__WHAT YOU HAVE TO DO__: Wherever a line holds the word "unlabelled", copy that line from the data.
........
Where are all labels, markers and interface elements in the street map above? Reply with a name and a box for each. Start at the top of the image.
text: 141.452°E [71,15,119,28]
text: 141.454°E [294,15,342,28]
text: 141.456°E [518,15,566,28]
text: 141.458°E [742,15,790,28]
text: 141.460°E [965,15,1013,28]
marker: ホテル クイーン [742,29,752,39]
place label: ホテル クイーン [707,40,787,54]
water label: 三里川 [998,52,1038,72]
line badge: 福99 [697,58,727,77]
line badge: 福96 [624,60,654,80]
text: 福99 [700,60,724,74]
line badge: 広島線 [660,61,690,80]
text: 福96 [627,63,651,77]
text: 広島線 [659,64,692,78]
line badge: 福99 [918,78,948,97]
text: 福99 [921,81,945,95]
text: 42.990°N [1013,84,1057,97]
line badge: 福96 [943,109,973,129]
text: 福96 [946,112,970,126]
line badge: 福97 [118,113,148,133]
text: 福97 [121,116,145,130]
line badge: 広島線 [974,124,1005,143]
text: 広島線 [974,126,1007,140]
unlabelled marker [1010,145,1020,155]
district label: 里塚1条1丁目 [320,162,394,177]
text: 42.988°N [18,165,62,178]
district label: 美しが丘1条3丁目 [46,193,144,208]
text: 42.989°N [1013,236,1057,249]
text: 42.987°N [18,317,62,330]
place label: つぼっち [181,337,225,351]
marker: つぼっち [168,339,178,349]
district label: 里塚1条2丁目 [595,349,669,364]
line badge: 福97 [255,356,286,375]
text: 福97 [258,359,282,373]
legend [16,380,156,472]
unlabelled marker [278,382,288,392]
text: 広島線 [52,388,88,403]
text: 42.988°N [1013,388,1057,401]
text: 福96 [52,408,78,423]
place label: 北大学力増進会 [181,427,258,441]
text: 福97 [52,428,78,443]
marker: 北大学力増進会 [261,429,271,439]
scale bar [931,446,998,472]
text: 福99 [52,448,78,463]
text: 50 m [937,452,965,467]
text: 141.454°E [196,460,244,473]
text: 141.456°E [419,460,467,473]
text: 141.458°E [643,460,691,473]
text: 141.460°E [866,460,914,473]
........
__TASK OUTPUT__:
unlabelled marker [1010,145,1020,155]
unlabelled marker [278,382,288,392]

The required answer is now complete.